Dave Riley, who has served as the hospital's director of plant facilities management for over a decade, said part of the challenge in remodeling a hospital lies in keeping everything up and running for patients.
"It's always a challenge to stay in business," Riley said on Friday. "It's not just bricks and mortar. We really put some thought into this."
Construction is being done in phases, with various departments being relocated or condensed in order to accommodate the 25-person work crew without hampering hospital operations. Ed Field was the person hired by the Whidbey General to coordinate construction activities with Dawson Construction, Inc. He said the work is happening as it was planned.
"The biggest thing is to accommodate short term pain for long term gain," Field said. "All the departments are working together to crunch down their space for a few days during construction.
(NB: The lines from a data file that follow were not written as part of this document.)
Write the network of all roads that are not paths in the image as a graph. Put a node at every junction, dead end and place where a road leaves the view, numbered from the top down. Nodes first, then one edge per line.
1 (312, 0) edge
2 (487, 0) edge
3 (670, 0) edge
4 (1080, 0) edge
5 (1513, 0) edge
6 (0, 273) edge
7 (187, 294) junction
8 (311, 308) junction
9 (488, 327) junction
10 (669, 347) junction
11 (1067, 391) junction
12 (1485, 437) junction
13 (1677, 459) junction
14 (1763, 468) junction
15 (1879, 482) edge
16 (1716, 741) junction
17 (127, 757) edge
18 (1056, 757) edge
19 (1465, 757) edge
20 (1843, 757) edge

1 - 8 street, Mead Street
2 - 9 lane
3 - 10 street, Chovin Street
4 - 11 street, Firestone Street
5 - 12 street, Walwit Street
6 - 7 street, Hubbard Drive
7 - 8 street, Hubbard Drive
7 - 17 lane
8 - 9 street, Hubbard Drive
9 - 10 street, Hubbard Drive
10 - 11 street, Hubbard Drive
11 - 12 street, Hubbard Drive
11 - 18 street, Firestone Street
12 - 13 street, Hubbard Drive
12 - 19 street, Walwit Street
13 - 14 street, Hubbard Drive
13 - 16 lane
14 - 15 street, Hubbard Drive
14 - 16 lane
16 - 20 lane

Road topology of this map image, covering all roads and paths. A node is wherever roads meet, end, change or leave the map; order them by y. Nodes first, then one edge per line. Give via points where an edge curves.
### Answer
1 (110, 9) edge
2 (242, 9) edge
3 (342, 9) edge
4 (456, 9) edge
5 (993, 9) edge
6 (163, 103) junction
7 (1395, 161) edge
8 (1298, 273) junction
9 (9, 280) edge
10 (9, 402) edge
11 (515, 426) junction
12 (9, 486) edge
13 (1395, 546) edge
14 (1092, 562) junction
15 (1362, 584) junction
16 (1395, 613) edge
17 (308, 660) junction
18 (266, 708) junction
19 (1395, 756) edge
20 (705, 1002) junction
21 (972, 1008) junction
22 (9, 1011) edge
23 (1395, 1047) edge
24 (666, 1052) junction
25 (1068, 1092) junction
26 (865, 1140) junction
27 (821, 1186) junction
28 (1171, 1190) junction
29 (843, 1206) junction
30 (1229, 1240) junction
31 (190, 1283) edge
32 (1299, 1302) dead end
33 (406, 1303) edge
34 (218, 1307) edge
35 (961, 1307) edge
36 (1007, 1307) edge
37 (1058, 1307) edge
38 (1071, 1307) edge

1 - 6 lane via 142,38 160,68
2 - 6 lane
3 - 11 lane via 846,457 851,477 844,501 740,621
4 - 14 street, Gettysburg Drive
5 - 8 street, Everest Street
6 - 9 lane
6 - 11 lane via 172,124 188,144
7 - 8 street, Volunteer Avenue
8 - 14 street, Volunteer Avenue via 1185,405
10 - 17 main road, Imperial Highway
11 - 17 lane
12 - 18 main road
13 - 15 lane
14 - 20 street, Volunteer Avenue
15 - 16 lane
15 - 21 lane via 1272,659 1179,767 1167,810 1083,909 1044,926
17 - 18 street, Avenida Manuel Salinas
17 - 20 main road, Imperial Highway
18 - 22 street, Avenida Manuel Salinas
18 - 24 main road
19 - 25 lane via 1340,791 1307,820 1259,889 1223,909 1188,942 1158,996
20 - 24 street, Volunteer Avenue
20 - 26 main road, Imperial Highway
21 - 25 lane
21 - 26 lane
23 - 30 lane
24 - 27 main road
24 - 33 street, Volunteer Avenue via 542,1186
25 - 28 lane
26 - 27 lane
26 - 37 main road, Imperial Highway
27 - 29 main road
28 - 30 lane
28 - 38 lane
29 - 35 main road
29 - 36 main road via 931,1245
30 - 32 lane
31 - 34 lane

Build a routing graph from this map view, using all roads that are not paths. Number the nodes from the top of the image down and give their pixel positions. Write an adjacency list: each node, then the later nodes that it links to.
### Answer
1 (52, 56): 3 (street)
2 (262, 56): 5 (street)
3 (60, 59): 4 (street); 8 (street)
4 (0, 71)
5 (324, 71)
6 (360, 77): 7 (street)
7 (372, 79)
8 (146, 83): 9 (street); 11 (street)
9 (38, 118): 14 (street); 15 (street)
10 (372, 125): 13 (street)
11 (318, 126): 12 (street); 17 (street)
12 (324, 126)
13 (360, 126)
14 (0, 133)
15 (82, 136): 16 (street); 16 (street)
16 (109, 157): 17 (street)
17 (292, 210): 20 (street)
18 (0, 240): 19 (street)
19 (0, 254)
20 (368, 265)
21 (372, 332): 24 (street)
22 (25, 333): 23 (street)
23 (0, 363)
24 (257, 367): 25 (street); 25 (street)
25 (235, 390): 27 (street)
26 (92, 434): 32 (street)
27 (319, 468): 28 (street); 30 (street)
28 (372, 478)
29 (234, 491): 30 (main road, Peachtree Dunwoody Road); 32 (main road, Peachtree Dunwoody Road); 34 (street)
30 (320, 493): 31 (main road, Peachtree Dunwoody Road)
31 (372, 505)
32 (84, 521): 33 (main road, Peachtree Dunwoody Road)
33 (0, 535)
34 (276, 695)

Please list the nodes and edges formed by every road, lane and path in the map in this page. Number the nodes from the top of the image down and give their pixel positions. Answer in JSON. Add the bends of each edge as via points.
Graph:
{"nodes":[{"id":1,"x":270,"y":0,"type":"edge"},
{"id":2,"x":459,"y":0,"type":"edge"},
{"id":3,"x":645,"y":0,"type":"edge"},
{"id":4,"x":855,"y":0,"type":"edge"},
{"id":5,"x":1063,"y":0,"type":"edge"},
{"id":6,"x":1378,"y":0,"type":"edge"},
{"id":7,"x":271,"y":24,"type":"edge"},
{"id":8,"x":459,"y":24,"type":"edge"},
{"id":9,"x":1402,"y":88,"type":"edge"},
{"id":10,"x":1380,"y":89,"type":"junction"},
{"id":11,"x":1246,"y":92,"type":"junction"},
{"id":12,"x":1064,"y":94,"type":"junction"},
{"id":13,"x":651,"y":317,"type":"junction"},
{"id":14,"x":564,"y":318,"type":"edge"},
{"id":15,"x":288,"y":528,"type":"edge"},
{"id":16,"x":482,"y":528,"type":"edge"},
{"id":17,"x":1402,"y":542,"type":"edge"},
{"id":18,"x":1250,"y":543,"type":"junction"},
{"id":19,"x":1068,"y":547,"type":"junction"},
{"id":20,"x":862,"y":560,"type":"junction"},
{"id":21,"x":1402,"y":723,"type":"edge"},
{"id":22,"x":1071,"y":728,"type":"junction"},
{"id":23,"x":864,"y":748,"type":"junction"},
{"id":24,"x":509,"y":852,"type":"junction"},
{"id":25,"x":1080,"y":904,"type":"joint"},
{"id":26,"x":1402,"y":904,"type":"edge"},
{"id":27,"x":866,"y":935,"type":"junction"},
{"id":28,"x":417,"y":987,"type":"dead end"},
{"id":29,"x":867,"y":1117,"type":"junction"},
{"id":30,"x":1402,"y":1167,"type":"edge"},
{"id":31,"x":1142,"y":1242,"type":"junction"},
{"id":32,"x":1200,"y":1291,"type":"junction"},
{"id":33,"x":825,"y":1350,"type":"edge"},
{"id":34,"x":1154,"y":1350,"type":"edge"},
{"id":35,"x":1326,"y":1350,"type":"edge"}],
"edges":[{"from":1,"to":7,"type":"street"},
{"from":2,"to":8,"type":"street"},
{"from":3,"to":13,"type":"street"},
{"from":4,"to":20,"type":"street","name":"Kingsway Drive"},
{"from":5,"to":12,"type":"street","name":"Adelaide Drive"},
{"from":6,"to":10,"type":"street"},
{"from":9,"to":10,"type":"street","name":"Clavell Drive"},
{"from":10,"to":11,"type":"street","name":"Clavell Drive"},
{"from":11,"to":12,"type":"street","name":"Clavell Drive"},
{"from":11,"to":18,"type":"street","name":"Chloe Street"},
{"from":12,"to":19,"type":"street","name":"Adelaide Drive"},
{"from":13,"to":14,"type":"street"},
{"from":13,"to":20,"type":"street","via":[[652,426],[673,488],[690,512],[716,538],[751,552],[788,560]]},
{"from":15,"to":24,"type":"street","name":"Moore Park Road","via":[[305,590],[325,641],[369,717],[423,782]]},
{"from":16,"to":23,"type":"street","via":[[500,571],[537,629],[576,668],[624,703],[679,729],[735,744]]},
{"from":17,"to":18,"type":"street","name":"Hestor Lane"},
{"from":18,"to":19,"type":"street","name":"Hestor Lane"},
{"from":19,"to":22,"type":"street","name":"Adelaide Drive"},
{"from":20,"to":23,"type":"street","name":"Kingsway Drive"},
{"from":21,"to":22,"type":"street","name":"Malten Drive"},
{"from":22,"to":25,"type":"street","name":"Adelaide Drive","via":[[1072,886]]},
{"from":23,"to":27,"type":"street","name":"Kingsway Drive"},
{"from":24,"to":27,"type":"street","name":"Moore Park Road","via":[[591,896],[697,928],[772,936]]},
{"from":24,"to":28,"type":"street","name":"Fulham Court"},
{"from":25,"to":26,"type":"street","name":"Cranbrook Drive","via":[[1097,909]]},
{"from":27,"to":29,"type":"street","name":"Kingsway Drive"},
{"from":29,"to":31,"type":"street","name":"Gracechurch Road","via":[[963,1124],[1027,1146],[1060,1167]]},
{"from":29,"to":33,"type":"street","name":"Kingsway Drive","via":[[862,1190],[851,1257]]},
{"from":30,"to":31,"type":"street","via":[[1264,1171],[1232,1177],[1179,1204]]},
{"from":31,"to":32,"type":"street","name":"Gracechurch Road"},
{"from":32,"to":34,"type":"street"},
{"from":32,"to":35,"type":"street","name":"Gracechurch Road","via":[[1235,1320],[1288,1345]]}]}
It's been going extremely well."
Riley is quick to credit everyone involved in the project for its smooth running.
"We've got a great crew and a quality staff here," he said.
Right now, crews are getting ready to work on the hospital's admitting area, which Field said will be the trickiest part of the project.
"This is the tightest we'll be as far as space is concerned," he said.
Riley said that the entire project is a boon both for the hospital staff and the community it serves. Details such as improved "traffic patterns" inside the hospital will cure confusion about where to go, and an expanded admitting area will provide more privacy.
"It's a tremendous improvement," Riley said. "It'll make people feel a lot more comfortable."
On a larger scale, such an up-to-date remodel will help attract health care professionals to Island County, Riley said.
Rose also points out that expanding the hospital now is a good way of dealing with future growth issues.
"It'll really improve our ability to provide quality services," she said.